Are Higher Minimum Wages Eliminating Restaurant Jobs?
One early report suggests hiring has slowed in the cities that changed their policies this year, but it’s probably too early to tell, economists say.

Few economic policies have been as hotly-debated as raising the minimum wage, and now that seven major U.S. cities have implemented increases in the last year, the race is on to assess their impact.
While many Republicans and business groups have opposed raising the wage floor on the grounds that employers will slow hiring or lay people off, major economic studies have found little negative impact on jobs. Yet because the increases passed in cities phasing in a $15 minimum wage—such as Seattle and San Francisco—are significantly bigger jumps than in the past, economists have said the old assumptions may not apply.
“For the minimum wage increases that we have really good data and really good scholarship on, there isn’t much of a tradeoff between increasing people’s wages and employment,” said Ben Zipperer, a research economist at Equitable Growth, a D.C. think tank started by veterans of the Clinton and Obama administrations. “That’s very much an open question about these new minimum-wage increases.”
The success or failure of the policies in cities raising the wage will frame the debate over the federal minimum wage, where the push by Democrats for an increase has stalled in the Republican-controlled Congress. Even a former chairman of President Obama’s Council of Economic Advisers, Alan Krueger, has cautioned recently that “a $15-an-hour national minimum wage would put us in uncharted waters, and risk undesirable and unintended consequences.”
Several economists said it’s too soon to get good data to evaluate the changes that went into effect earlier this year, but one conservative group is putting out a report on Friday that takes an early look at trends in the restaurant industry over the last several months. The paper by researchers at the American Action Forum found that growth in restaurant employment in cities that raised their minimum wage in 2015 was slower than in their respective states as a whole. Restaurant jobs since the spring in Seattle’s metropolitan area, for example, have grown just 0.6 percent since , while they have grown by 6 percent across Washington state. In San Francisco, restaurant jobs have risen by 1.4 percent compared to 3.4 percent in the surrounding area. (Seattle’s minimum wage rose by more than $1.50 to $11 an hour on its way to $15, while San Francisco’s is now $12.25, up from $11.05.)

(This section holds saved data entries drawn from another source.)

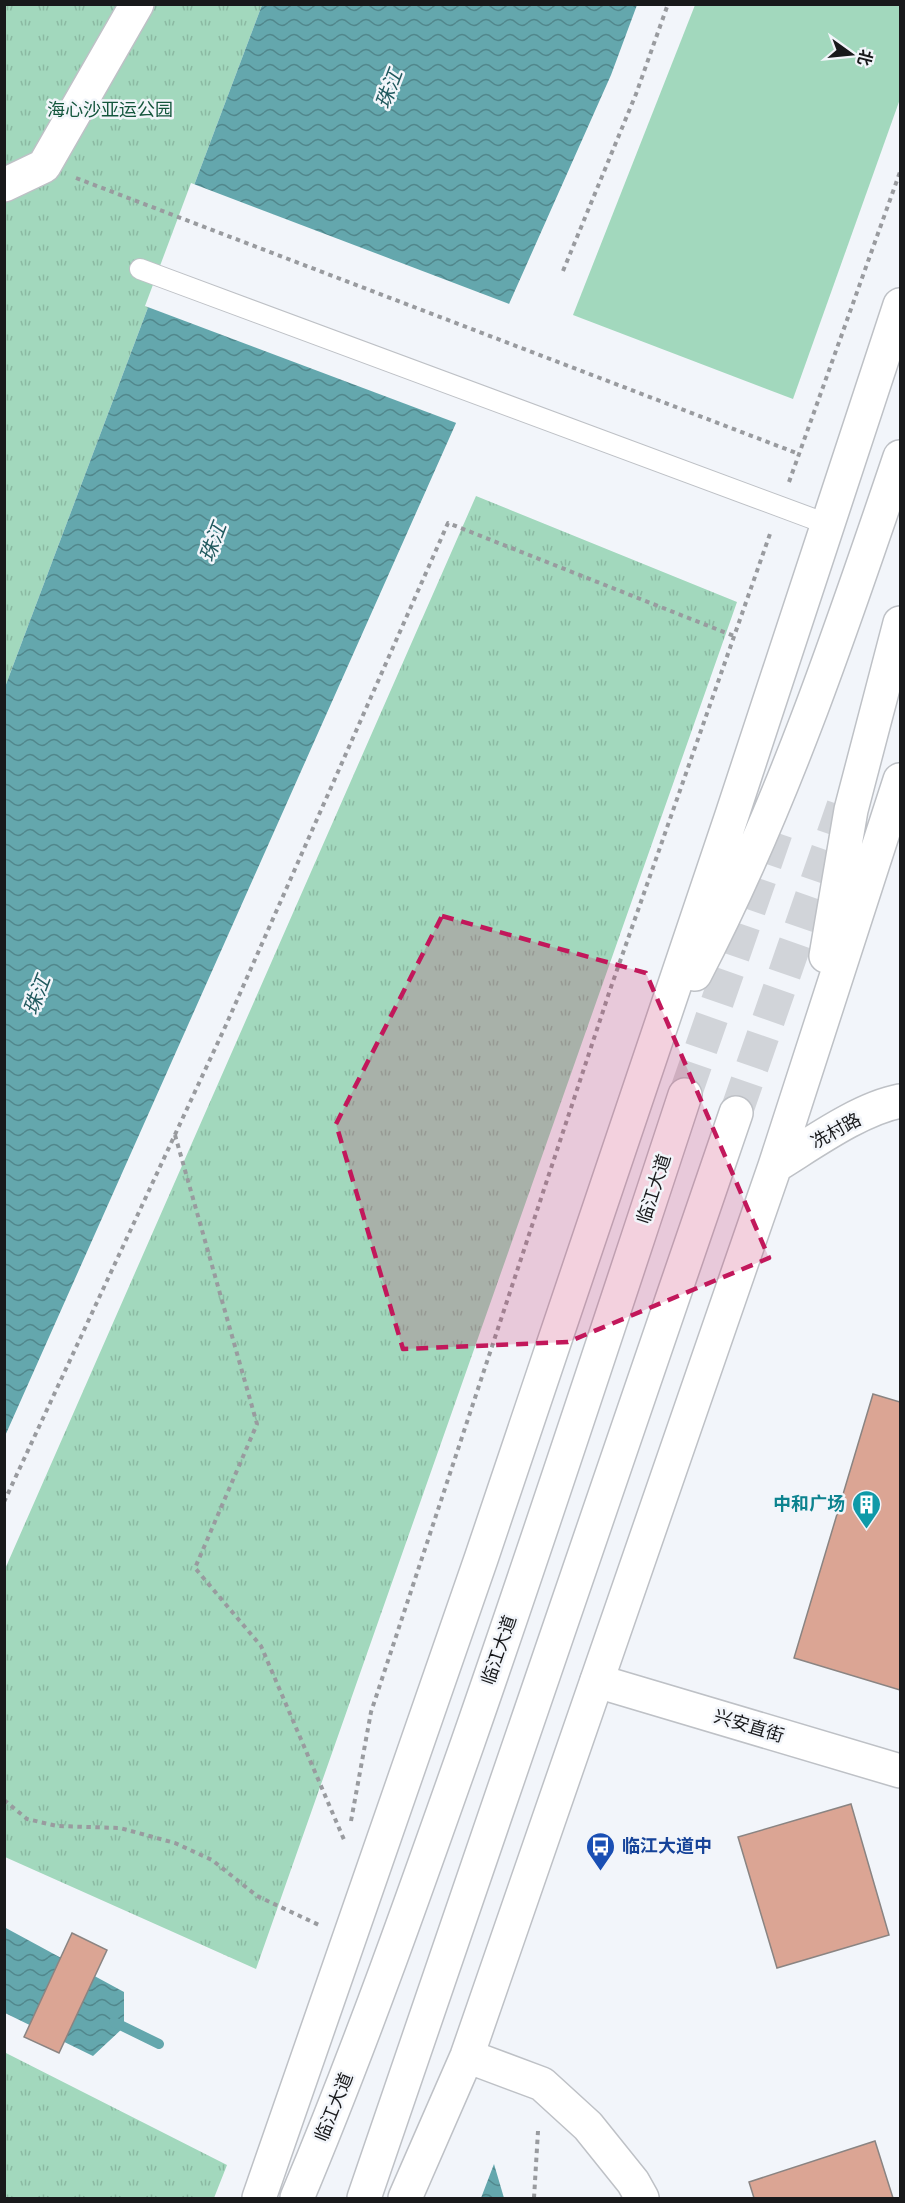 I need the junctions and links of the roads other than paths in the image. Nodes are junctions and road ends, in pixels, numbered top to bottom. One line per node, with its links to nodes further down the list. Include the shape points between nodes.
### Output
1 (137, 4): 2 (main road, via 44,166)
2 (4, 185)
3 (140, 269): 6 (lane)
4 (900, 305): 6 (main road)
5 (900, 458): 11 (main road, via 857,583 749,864)
6 (827, 524): 11 (main road)
7 (900, 623): 8 (main road)
8 (871, 729): 9 (main road); 10 (main road, via 837,878)
9 (898, 801): 10 (main road)
10 (818, 1029): 15 (main road)
11 (642, 1076): 19 (main road, via 481,1559)
12 (685, 1095): 20 (main road, 临江大道, via 584,1404 416,1889)
13 (900, 1101): 15 (main road, 冼村路, via 835,1130)
14 (736, 1113): 21 (main road)
15 (775, 1166): 16 (main road)
16 (597, 1681): 17 (main road, 兴安直街); 18 (main road)
17 (900, 1771)
18 (467, 2055): 22 (main road); 23 (main road, via 542,2084 588,2126)
19 (260, 2199)
20 (297, 2199)
21 (363, 2199)
22 (405, 2199)
23 (642, 2199)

“While cities continue to phase in large minimum wage hikes, the verdict is still out on how these policies will impact local employment,” wrote Ben Gitis, the group’s director of labor policy. “The early data, however, do indicate a slowing of restaurant employment growth.”

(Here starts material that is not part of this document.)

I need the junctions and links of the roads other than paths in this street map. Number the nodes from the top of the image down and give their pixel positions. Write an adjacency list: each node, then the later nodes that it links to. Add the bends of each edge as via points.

Another free-market oriented economist, Mark J. Perry of the American Enterprise Institute, has been looking at the same data from Seattle and drawing a similar conclusion. The sharp increase in the minimum wage, he wrote last month, is “one likely cause of the stagnation and decline in the Seattle area restaurant jobs this year” as compared to Washington state more broadly.
Left-leaning economists, however, dismissed the American Action Forum report, saying it was based on poor methodology and using preliminary data that could be revised significantly in the coming months. “Everything that they’re documenting could be statistical noise,” said David Cooper, an analyst at the liberal Economic Policy Institute.
Arindrajit Dube, an economist at the University of Massachusetts at Amherst who studies the minimum wage, said the strongest data comes from quarterly census reports that are published with several months worth of lag time. “It is simply not possible to reliably assess employment trends following minimum wage increases in cities like Seattle and San Francisco yet,” he wrote in an email. “Given data availability and reliability, I would essentially ignore any reports claiming to estimate employment effects from these policies.”
Cooper and Zipperer also questioned the decision to compare urban areas like Seattle and San Francisco to their surrounding states, since their economies are quite different. Gitis said he wanted to be able to focus on the restaurant industry, since it includes nearly half of all workers earning the minimum wage. And he pointed to data showing that restaurant job growth in cities he examined, which also included Chicago and Washington D.C., had been significantly faster in the year prior to the implementation of the higher minimum wage. “When you do focus more specifically on the workers who will actually be impacted by the wage hike, the more likely you will find these negative employment trends,” Gitis told me.
For supporters of raising the minimum wage, a modest decrease in jobs might be a worthwhile tradeoff if it means that low-income workers can escape poverty and improve their quality of life. And an initial decrease in hiring could obscure other changes that further mitigate harm to businesses. “Employers hire fewer people, but at the same time, fewer people leave those jobs,” Zipperer said. “Those happen to even out, so there’s not much of an effect on the overall employment level.”
Gitis argued, however, that raising the floor doesn’t help the neediest people as much as other policies, like boosting the Earned Income Tax Credit. “You are transferring the money from people who either can’t find a job or are losing their job to people who are fortunate to keep their job,” Gitis said about the minimum wage. “Very few of the benefits go to people who are actually most in need.”
Still, he said that history shows that the restaurant industry usually “adjusts” over time. “I think this will be a big learning period,” Gitis said. “These minimum wage laws are just starting to be phased in.”